Neil Jerram <address@hidden> writes:

> Or, to put it another way, proposing something concrete is more likely
> to obtain a clear response from the libltdl people than saying `we
> don't know what to do, what do you think?'.

Well I'm presuming they have a lot more experience with the problem,
especially cross-platform, than I do.  Things I'd suggest without
knowing any better:

  - versioned open: lt_dlopen_interface (char *name, int interface_num),
    where number is the libtool interface number that needs to be
    satisfied.

  - this would probably require a versioned .la file or something
    similar, perhaps libfoo.la.A.B.C.  This would have affects on
    compile time, build time, install time, and runtime.

  - see if it's possible to have libltdl use the same algorithm that
    ld.so does on any given platform to compute the library to load.
    Ideally, the search algorithm might be provided on platforms where
    it's feasible by libc or similar low-level library.

I've asked about this on the libtool side before on a couple of
occasions, but have had no response, though perhaps I somehow
approached them poorly.

> (On versioning, I think that speaking with the libltdl people is
> exactly the right thing to do.  But AFAIU versioning is an orthogonal
> issue to the library location one, and a more complex one where
> libtool people are likely to have thought much more than us already.)

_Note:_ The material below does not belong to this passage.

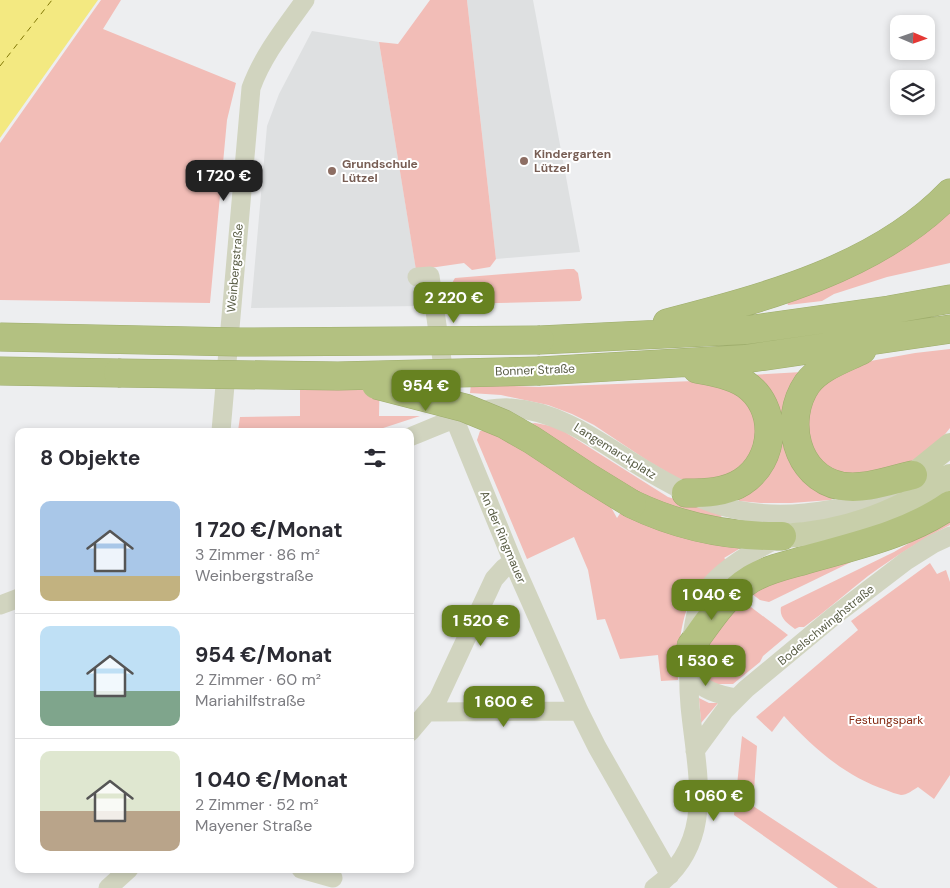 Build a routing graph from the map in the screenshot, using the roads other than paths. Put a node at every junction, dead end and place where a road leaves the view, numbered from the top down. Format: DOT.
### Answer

They're related in the sense that having versioned .la files means
that you at least don't have to use path or naming tricks for the
common case where you have two binary incompatible versions of libfoo.

Without the versioned dlopen, you have to either use separate
subdirectories, or naming hacks (we chose the latter in guile -- hence
libguilereadline-v-12) to make sure you load the one you meant to.  As
it stands, (dynamic-link "libfoo") might get you *any* libfoo.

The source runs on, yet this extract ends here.